Electric Vehicles save you money in three ways:
1. Tax incentives when you purchase (or lease) a new vehicle
- Buyers or lessees of new all-electric vehicles pay NO SALES TAX in Washington State if the purchase price is less than $35,000. Plug in hybrid electric vehicles that have internal combustion engines to provide range extension that have a battery only range of 30 miles or more also pay no Washington State sales tax if the purchase price is also less than $35,000. At 9.5% in Seattle, that could save you thousands of dollars. These sales tax exemptions were changed during the 2015 Washington Legislative session.
- The federal government will give you a credit on your income taxes of up to $7,500 for purchasing a new all-electric or plug-in electric vehicle. If you purchase a plug–in or all-electric vehicle with a 16 kwHr capacity or larger battery your credit will be $7,500.
- The federal government 30% tax credit to purchase and install electric vehicle charging equipment in your home expired in 2016.
- A good overview of all federal tax incentives for electric vehicles is available at the US Department of Energy.
2. Fuel costs
- Driving 25 miles costs about $3.50 for a gallon of gasoline while it costs only about 35 cents for the equivalent amount of power from electricity. Much of the energy contained in gasoline is lost in combustion and heat whereas the efficiency of batteries and their electric drive means the fuel cost for electric vehicles is roughly one-tenth the cost of gasoline-powered cars.

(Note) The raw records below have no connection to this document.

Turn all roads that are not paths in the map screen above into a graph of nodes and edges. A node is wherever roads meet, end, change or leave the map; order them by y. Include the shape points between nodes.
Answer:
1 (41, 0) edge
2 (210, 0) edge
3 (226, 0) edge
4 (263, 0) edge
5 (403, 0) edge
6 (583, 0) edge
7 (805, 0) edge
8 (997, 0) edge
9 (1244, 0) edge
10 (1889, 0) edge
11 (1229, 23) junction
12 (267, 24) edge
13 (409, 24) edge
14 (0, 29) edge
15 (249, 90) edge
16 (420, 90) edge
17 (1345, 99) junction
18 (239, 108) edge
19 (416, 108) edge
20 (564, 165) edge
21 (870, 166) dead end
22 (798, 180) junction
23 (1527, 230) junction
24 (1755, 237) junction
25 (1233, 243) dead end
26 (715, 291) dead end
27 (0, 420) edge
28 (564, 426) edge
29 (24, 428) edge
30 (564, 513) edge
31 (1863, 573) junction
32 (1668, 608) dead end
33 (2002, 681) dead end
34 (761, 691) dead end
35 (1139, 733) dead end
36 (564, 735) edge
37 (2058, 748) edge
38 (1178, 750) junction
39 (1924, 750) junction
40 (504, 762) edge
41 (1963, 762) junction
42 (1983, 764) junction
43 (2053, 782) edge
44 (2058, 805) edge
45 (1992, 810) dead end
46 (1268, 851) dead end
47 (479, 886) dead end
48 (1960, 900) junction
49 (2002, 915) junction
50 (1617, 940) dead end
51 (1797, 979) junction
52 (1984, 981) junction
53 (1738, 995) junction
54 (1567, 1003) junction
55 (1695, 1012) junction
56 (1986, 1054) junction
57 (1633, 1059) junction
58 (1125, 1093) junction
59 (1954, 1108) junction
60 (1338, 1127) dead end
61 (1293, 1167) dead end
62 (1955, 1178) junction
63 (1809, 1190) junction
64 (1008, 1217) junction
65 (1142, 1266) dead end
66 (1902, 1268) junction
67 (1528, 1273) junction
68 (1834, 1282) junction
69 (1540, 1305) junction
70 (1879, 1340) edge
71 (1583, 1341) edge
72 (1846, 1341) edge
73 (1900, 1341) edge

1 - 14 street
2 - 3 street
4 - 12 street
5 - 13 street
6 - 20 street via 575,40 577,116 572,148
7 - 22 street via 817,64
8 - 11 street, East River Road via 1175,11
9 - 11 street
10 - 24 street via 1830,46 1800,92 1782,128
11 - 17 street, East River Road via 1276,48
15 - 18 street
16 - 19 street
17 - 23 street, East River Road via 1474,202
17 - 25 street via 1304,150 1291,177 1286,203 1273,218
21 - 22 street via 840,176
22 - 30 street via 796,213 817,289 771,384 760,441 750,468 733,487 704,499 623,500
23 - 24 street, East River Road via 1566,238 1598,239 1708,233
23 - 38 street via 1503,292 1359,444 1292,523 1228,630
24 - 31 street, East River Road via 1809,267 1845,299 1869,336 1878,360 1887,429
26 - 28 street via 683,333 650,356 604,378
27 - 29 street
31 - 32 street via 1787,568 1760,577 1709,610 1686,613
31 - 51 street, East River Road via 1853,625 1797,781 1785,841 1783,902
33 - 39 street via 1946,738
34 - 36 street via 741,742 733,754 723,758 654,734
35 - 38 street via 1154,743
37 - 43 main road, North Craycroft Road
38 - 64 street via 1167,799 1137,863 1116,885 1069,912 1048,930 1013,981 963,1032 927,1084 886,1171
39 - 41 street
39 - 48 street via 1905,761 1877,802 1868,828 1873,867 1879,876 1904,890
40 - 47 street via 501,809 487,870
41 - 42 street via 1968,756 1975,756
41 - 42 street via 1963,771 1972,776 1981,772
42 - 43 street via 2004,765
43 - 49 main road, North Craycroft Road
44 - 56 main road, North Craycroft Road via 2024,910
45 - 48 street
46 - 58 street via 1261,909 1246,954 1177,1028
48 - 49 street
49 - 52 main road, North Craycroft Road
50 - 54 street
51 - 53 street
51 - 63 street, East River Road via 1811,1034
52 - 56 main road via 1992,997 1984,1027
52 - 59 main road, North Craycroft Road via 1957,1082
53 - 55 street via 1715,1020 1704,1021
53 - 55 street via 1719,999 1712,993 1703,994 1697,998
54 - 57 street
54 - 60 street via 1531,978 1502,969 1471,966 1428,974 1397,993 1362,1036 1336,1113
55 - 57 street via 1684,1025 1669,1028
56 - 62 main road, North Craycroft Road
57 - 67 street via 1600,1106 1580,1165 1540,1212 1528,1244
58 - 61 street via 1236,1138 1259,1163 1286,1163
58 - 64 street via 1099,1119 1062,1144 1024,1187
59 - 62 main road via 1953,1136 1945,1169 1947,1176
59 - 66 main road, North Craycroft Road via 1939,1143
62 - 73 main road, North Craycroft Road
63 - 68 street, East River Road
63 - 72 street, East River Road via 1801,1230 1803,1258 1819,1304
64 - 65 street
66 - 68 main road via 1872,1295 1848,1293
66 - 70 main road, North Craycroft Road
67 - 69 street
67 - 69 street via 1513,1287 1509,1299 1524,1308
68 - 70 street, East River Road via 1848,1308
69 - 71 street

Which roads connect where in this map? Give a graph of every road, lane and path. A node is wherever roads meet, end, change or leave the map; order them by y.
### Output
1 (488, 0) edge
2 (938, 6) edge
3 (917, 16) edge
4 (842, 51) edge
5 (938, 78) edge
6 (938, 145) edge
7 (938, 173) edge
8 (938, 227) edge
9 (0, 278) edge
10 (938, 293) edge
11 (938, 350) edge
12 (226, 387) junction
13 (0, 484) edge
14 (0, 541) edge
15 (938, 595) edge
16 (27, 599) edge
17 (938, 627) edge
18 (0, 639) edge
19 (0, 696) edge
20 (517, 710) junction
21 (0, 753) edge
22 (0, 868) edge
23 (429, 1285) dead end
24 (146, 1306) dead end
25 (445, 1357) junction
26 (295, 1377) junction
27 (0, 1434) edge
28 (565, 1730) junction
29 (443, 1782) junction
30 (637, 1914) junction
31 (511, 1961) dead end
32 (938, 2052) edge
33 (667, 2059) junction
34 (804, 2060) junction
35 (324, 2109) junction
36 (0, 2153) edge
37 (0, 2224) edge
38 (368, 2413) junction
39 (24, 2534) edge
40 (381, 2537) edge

- Electricity costs are regulated and predictable. Contrast that to gasoline, which has costs significantly more volatile and is becoming more scarce and more expensive to extract.
- Washingtonians spend more than 64% of their annual energy bill on vehicle fuel.
Wouldn’t you prefer stable fuel costs and less expensive fuel for your automobile?
3. Vehicle maintenance
- Electric vehicles have a simple powertrain with about 70% fewer moving parts than gasoline-powered vehicles.
- They don’t require oil, fuel or air filter changes.
- Electric vehicles do not require engine tune-ups.
- Electric vehicles do not use antifreeze.
- Electric vehicles do not use oil to lubricate their engine.
- Electric vehicles will never need a valve job, new fuel pump, injector cleaning or many of the other expensive maintenance requirements present in gasoline cars.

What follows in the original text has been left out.